=== Instructions for the task ===
Give the records again in full, exactly as they appear.

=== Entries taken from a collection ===

== == ==

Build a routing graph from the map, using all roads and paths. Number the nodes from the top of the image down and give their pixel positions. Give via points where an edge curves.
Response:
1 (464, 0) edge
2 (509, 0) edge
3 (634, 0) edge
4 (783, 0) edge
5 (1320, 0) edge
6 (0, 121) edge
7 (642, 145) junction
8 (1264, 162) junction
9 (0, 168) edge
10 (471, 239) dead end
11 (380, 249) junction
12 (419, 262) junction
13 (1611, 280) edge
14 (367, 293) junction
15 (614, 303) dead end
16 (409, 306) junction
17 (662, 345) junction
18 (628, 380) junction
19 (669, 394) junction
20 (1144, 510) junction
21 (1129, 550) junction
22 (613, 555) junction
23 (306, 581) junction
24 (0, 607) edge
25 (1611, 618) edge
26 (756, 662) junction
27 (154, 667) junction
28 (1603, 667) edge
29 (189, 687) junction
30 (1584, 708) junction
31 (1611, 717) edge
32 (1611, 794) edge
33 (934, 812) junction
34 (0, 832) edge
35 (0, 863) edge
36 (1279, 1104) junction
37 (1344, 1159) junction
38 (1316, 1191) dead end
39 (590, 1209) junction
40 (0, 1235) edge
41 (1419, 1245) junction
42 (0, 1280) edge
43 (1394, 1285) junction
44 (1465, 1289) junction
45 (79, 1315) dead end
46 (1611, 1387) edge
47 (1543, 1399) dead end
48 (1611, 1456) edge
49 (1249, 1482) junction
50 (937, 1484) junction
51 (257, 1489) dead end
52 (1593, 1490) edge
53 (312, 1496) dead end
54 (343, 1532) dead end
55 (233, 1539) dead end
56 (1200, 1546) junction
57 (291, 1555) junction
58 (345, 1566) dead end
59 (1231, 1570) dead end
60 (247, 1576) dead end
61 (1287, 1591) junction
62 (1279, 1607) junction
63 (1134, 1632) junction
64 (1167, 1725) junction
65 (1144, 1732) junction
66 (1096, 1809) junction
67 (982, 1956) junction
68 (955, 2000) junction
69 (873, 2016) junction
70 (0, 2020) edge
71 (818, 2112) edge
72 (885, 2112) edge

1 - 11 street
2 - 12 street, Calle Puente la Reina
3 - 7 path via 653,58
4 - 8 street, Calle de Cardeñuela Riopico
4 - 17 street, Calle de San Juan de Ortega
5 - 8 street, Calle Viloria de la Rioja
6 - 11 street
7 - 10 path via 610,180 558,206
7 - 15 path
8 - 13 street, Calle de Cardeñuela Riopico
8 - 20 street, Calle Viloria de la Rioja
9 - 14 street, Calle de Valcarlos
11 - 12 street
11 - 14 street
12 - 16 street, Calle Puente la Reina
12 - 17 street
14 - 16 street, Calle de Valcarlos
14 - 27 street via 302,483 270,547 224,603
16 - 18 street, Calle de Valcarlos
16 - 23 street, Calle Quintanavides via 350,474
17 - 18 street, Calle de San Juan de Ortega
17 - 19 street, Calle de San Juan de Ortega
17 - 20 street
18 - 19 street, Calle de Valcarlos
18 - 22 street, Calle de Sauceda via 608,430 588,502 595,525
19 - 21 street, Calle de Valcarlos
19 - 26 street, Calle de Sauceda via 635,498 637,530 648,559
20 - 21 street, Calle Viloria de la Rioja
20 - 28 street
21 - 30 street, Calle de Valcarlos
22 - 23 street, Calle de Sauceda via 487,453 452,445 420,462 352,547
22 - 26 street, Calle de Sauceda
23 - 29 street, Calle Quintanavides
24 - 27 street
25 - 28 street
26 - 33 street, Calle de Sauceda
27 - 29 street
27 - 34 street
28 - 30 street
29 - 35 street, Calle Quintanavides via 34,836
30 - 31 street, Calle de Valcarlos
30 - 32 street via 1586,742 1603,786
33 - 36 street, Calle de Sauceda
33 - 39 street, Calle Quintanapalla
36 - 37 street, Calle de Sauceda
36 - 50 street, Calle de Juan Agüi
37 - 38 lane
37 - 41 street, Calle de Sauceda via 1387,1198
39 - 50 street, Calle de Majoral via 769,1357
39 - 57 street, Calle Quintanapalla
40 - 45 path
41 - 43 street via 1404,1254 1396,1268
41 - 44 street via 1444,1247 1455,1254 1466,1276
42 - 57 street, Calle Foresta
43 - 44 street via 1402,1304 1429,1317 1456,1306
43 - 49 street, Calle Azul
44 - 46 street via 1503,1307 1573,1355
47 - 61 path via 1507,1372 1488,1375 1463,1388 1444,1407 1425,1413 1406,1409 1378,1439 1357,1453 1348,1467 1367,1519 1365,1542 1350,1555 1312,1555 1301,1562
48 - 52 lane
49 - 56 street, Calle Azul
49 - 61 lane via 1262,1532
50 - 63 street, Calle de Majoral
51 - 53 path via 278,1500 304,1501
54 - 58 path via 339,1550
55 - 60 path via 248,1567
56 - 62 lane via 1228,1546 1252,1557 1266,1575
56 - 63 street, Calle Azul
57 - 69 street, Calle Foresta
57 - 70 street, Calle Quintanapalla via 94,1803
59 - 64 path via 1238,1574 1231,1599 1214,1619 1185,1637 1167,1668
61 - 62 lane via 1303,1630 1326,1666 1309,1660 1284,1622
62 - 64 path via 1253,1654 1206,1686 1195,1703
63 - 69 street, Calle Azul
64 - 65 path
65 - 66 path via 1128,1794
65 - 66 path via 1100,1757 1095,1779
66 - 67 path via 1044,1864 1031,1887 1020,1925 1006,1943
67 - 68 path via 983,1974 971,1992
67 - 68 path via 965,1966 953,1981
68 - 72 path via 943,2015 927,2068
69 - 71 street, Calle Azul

== == ==

=== Task answer ===
Build a routing graph from the map, using all roads and paths. Number the nodes from the top of the image down and give their pixel positions. Give via points where an edge curves.
Response:
1 (464, 0) edge
2 (509, 0) edge
3 (634, 0) edge
4 (783, 0) edge
5 (1320, 0) edge
6 (0, 121) edge
7 (642, 145) junction
8 (1264, 162) junction
9 (0, 168) edge
10 (471, 239) dead end
11 (380, 249) junction
12 (419, 262) junction
13 (1611, 280) edge
14 (367, 293) junction
15 (614, 303) dead end
16 (409, 306) junction
17 (662, 345) junction
18 (628, 380) junction
19 (669, 394) junction
20 (1144, 510) junction
21 (1129, 550) junction
22 (613, 555) junction
23 (306, 581) junction
24 (0, 607) edge
25 (1611, 618) edge
26 (756, 662) junction
27 (154, 667) junction
28 (1603, 667) edge
29 (189, 687) junction
30 (1584, 708) junction
31 (1611, 717) edge
32 (1611, 794) edge
33 (934, 812) junction
34 (0, 832) edge
35 (0, 863) edge
36 (1279, 1104) junction
37 (1344, 1159) junction
38 (1316, 1191) dead end
39 (590, 1209) junction
40 (0, 1235) edge
41 (1419, 1245) junction
42 (0, 1280) edge
43 (1394, 1285) junction
44 (1465, 1289) junction
45 (79, 1315) dead end
46 (1611, 1387) edge
47 (1543, 1399) dead end
48 (1611, 1456) edge
49 (1249, 1482) junction
50 (937, 1484) junction
51 (257, 1489) dead end
52 (1593, 1490) edge
53 (312, 1496) dead end
54 (343, 1532) dead end
55 (233, 1539) dead end
56 (1200, 1546) junction
57 (291, 1555) junction
58 (345, 1566) dead end
59 (1231, 1570) dead end
60 (247, 1576) dead end
61 (1287, 1591) junction
62 (1279, 1607) junction
63 (1134, 1632) junction
64 (1167, 1725) junction
65 (1144, 1732) junction
66 (1096, 1809) junction
67 (982, 1956) junction
68 (955, 2000) junction
69 (873, 2016) junction
70 (0, 2020) edge
71 (818, 2112) edge
72 (885, 2112) edge

1 - 11 street
2 - 12 street, Calle Puente la Reina
3 - 7 path via 653,58
4 - 8 street, Calle de Cardeñuela Riopico
4 - 17 street, Calle de San Juan de Ortega
5 - 8 street, Calle Viloria de la Rioja
6 - 11 street
7 - 10 path via 610,180 558,206
7 - 15 path
8 - 13 street, Calle de Cardeñuela Riopico
8 - 20 street, Calle Viloria de la Rioja
9 - 14 street, Calle de Valcarlos
11 - 12 street
11 - 14 street
12 - 16 street, Calle Puente la Reina
12 - 17 street
14 - 16 street, Calle de Valcarlos
14 - 27 street via 302,483 270,547 224,603
16 - 18 street, Calle de Valcarlos
16 - 23 street, Calle Quintanavides via 350,474
17 - 18 street, Calle de San Juan de Ortega
17 - 19 street, Calle de San Juan de Ortega
17 - 20 street
18 - 19 street, Calle de Valcarlos
18 - 22 street, Calle de Sauceda via 608,430 588,502 595,525
19 - 21 street, Calle de Valcarlos
19 - 26 street, Calle de Sauceda via 635,498 637,530 648,559
20 - 21 street, Calle Viloria de la Rioja
20 - 28 street
21 - 30 street, Calle de Valcarlos
22 - 23 street, Calle de Sauceda via 487,453 452,445 420,462 352,547
22 - 26 street, Calle de Sauceda
23 - 29 street, Calle Quintanavides
24 - 27 street
25 - 28 street
26 - 33 street, Calle de Sauceda
27 - 29 street
27 - 34 street
28 - 30 street
29 - 35 street, Calle Quintanavides via 34,836
30 - 31 street, Calle de Valcarlos
30 - 32 street via 1586,742 1603,786
33 - 36 street, Calle de Sauceda
33 - 39 street, Calle Quintanapalla
36 - 37 street, Calle de Sauceda
36 - 50 street, Calle de Juan Agüi
37 - 38 lane
37 - 41 street, Calle de Sauceda via 1387,1198
39 - 50 street, Calle de Majoral via 769,1357
39 - 57 street, Calle Quintanapalla
40 - 45 path
41 - 43 street via 1404,1254 1396,1268
41 - 44 street via 1444,1247 1455,1254 1466,1276
42 - 57 street, Calle Foresta
43 - 44 street via 1402,1304 1429,1317 1456,1306
43 - 49 street, Calle Azul
44 - 46 street via 1503,1307 1573,1355
47 - 61 path via 1507,1372 1488,1375 1463,1388 1444,1407 1425,1413 1406,1409 1378,1439 1357,1453 1348,1467 1367,1519 1365,1542 1350,1555 1312,1555 1301,1562
48 - 52 lane
49 - 56 street, Calle Azul
49 - 61 lane via 1262,1532
50 - 63 street, Calle de Majoral
51 - 53 path via 278,1500 304,1501
54 - 58 path via 339,1550
55 - 60 path via 248,1567
56 - 62 lane via 1228,1546 1252,1557 1266,1575
56 - 63 street, Calle Azul
57 - 69 street, Calle Foresta
57 - 70 street, Calle Quintanapalla via 94,1803
59 - 64 path via 1238,1574 1231,1599 1214,1619 1185,1637 1167,1668
61 - 62 lane via 1303,1630 1326,1666 1309,1660 1284,1622
62 - 64 path via 1253,1654 1206,1686 1195,1703
63 - 69 street, Calle Azul
64 - 65 path
65 - 66 path via 1128,1794
65 - 66 path via 1100,1757 1095,1779
66 - 67 path via 1044,1864 1031,1887 1020,1925 1006,1943
67 - 68 path via 983,1974 971,1992
67 - 68 path via 965,1966 953,1981
68 - 72 path via 943,2015 927,2068
69 - 71 street, Calle Azul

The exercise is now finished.